Skip to content

Latest commit

 

History

History
284 lines (237 loc) · 13.6 KB

README.md

File metadata and controls

284 lines (237 loc) · 13.6 KB

Section 1 / Atomics

Gurney Hallek

David Lynch's Dune.

Threads

Suppose you run two copies of the same program at the same time. They both have a variable named i. Can a change to i made by one copy of the program impact the value of i in the other running copy of the program? Of course not.

Think of running two copies of a program at the same time as having two identical, but distinct, homes. What happens inside one house does not impact what happens inside the house next door.

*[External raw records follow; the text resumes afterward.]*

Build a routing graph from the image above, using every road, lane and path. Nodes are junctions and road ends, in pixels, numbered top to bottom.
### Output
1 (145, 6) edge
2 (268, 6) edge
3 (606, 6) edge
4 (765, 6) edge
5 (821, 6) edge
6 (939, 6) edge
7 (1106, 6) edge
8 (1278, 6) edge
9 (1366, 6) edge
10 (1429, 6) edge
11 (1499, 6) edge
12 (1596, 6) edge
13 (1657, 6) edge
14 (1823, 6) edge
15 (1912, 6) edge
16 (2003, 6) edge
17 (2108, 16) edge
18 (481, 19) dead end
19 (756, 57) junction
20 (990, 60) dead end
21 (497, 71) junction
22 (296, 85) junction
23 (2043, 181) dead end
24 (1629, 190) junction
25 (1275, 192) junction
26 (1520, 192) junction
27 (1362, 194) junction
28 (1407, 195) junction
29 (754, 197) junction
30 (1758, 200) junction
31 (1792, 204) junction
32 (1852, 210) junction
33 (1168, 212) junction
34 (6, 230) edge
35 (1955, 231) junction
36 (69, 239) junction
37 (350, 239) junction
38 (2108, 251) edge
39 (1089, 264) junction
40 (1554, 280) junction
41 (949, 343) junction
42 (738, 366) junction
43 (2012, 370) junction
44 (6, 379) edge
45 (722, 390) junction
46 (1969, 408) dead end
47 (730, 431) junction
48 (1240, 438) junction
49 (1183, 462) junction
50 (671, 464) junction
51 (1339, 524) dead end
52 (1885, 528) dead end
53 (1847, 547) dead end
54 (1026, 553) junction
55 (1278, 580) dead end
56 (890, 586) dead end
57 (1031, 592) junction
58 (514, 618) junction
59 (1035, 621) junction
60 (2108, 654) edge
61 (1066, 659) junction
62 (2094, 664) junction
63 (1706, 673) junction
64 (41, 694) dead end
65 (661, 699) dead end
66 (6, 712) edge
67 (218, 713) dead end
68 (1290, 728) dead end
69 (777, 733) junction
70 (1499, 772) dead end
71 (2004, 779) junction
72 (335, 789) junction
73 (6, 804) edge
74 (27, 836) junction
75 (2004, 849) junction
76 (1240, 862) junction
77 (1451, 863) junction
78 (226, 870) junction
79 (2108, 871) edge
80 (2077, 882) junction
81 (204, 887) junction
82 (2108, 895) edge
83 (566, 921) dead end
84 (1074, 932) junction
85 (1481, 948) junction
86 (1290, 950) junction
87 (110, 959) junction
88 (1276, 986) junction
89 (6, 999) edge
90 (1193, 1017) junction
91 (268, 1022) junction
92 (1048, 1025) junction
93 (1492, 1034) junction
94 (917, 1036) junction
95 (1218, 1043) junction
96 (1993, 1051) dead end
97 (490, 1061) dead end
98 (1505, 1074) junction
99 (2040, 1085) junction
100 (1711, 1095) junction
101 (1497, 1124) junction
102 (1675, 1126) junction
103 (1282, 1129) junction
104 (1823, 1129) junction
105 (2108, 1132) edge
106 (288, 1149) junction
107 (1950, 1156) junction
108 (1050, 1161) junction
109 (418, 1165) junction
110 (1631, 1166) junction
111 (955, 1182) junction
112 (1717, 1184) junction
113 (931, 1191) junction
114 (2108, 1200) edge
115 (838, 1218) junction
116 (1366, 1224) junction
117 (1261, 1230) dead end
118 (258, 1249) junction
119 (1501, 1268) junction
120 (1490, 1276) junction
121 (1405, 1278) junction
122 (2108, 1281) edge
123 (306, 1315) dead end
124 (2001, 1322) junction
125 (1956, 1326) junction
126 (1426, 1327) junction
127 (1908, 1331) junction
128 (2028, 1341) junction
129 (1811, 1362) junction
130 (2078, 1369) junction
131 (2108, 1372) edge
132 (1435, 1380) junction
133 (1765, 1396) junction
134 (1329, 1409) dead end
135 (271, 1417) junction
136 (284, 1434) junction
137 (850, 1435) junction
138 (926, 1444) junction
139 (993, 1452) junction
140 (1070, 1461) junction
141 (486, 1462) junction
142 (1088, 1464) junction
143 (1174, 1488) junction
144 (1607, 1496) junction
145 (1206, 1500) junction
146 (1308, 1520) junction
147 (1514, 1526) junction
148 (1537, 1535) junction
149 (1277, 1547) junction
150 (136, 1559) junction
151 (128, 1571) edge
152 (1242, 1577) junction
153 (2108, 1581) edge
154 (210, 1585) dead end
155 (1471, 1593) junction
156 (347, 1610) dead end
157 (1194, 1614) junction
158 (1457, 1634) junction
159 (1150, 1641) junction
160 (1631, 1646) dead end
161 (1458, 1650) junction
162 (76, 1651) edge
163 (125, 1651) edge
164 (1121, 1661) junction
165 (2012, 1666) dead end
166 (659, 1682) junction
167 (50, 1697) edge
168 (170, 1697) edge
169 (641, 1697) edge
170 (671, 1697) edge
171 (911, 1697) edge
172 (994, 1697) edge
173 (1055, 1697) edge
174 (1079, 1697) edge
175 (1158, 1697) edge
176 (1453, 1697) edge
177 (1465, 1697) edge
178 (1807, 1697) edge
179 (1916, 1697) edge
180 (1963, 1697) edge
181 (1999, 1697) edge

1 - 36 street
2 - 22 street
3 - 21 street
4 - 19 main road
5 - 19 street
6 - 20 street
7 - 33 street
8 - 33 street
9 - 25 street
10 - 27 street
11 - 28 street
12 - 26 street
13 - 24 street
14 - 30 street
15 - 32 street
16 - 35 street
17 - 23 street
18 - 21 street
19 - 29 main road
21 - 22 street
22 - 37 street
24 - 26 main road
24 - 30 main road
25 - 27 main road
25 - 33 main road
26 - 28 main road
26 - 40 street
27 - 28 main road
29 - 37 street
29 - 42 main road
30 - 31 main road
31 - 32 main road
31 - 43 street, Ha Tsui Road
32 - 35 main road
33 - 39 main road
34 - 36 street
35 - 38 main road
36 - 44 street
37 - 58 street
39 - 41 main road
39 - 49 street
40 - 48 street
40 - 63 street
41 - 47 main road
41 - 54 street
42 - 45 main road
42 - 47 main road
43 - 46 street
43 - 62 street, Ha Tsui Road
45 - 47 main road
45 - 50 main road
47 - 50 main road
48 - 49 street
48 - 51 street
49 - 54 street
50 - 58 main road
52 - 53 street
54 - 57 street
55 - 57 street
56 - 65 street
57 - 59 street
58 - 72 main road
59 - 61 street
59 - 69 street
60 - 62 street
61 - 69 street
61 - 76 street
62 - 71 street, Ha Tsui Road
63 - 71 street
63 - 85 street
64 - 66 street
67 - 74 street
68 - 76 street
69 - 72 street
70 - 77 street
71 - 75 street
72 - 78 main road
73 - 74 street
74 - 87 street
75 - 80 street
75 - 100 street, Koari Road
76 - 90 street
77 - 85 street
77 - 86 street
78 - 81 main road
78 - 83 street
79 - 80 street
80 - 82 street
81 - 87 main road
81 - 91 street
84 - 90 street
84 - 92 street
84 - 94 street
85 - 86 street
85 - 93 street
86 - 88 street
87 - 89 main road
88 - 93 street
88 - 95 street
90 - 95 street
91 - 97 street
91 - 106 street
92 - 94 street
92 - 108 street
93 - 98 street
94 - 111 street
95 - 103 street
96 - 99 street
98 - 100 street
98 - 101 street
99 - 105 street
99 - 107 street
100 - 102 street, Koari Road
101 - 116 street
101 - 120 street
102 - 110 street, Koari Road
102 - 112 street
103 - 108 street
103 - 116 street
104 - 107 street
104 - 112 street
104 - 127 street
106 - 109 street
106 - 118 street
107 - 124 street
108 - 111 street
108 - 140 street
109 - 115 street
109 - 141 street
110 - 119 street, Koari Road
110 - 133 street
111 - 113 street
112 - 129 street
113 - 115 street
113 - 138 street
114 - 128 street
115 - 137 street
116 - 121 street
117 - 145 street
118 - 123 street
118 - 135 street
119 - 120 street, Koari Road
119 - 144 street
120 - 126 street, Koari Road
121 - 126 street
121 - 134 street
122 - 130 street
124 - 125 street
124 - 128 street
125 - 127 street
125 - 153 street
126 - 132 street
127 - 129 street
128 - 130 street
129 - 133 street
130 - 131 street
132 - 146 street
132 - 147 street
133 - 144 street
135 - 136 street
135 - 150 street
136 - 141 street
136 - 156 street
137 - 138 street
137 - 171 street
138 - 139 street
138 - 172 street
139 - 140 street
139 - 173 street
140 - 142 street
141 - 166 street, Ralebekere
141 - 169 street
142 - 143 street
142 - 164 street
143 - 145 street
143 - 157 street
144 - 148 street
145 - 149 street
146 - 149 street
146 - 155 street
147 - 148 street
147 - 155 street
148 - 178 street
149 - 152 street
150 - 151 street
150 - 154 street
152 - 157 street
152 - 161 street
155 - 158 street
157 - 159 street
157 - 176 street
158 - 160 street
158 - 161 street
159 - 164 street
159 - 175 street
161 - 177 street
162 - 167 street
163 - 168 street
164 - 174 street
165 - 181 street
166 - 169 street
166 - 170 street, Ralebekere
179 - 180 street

Threads are a different way of getting more than one "copy" of a program to run at the same time. Threads are different, however, in that they all live within the same household. All of the housemates share the living space and all housemates have access to any global or shared resource. This makes for great gains in performance for a broad class of problems but also introduces great hazards.

Suppose you buy a carton of milk and place it in the fridge. If you were the only member of the household you would expect that when we next went to the fridge your milk would still be there, right? If you share the household with other people, this might not be the case.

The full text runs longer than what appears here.